Saved entries
[Start of Attachment]
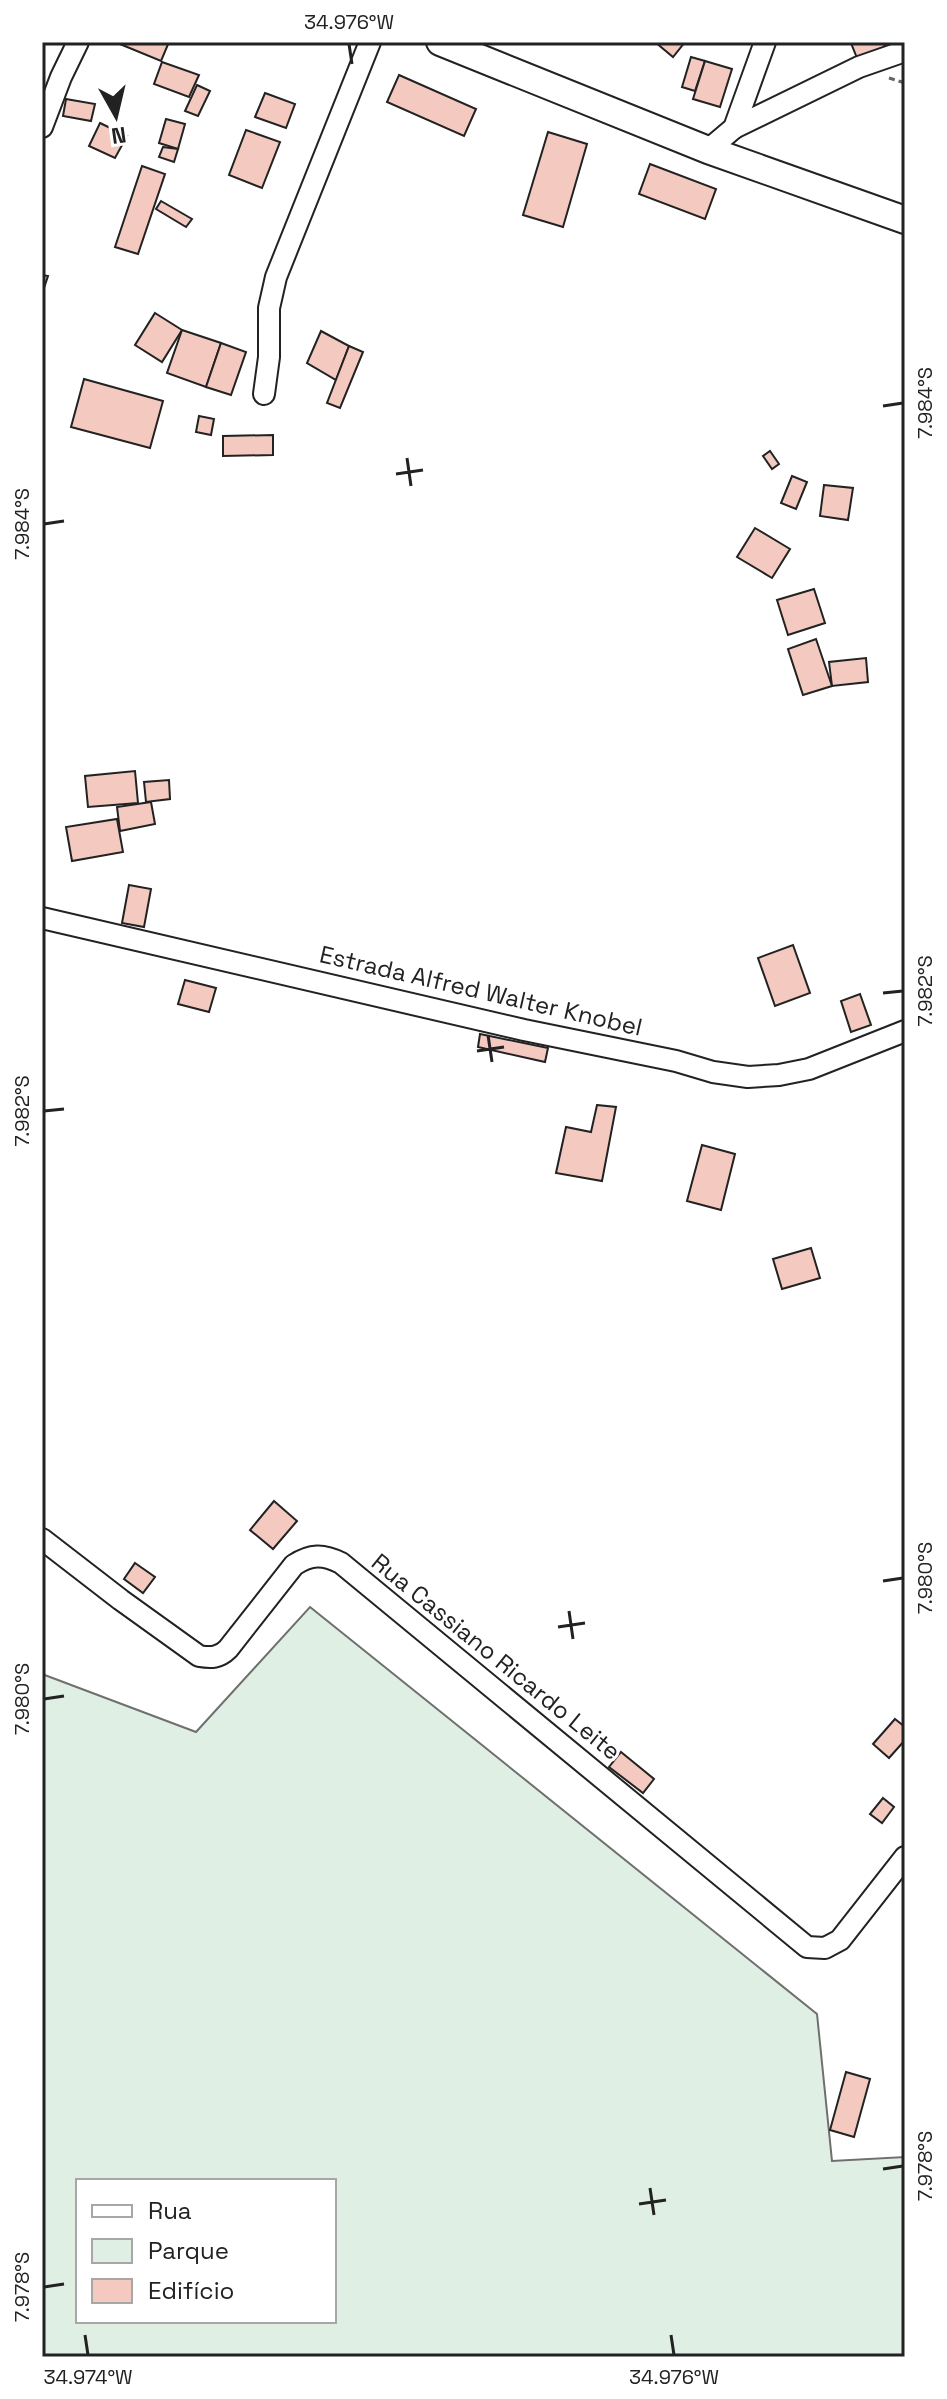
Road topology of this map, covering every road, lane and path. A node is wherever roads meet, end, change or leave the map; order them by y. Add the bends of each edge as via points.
1 (78, 42) edge
2 (370, 42) edge
3 (440, 42) edge
4 (765, 42) edge
5 (474, 48) edge
6 (905, 51) edge
7 (42, 127) edge
8 (734, 128) junction
9 (708, 150) junction
10 (905, 220) edge
11 (264, 394) dead end
12 (42, 918) edge
13 (905, 1031) edge
14 (42, 1539) edge
15 (905, 1857) edge

1 - 7 street
2 - 11 street via 276,277
3 - 5 main road
4 - 8 street
5 - 9 main road
6 - 8 street via 859,67
8 - 9 street
9 - 10 main road
12 - 13 street, Estrada Alfred Walter Knobel via 748,1077 809,1069
14 - 15 street, Rua Cassiano Ricardo Leite via 199,1656 211,1658 228,1649 294,1565 316,1556 341,1563 807,1947 825,1948 840,1940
[End of Attachment]
- [Directions for this task] Where an entry holds an image, drop the image and copy the remaining text exactly.

- [Answer section]
Road topology of this map, covering every road, lane and path. A node is wherever roads meet, end, change or leave the map; order them by y. Add the bends of each edge as via points.
1 (78, 42) edge
2 (370, 42) edge
3 (440, 42) edge
4 (765, 42) edge
5 (474, 48) edge
6 (905, 51) edge
7 (42, 127) edge
8 (734, 128) junction
9 (708, 150) junction
10 (905, 220) edge
11 (264, 394) dead end
12 (42, 918) edge
13 (905, 1031) edge
14 (42, 1539) edge
15 (905, 1857) edge

1 - 7 street
2 - 11 street via 276,277
3 - 5 main road
4 - 8 street
5 - 9 main road
6 - 8 street via 859,67
8 - 9 street
9 - 10 main road
12 - 13 street, Estrada Alfred Walter Knobel via 748,1077 809,1069
14 - 15 street, Rua Cassiano Ricardo Leite via 199,1656 211,1658 228,1649 294,1565 316,1556 341,1563 807,1947 825,1948 840,1940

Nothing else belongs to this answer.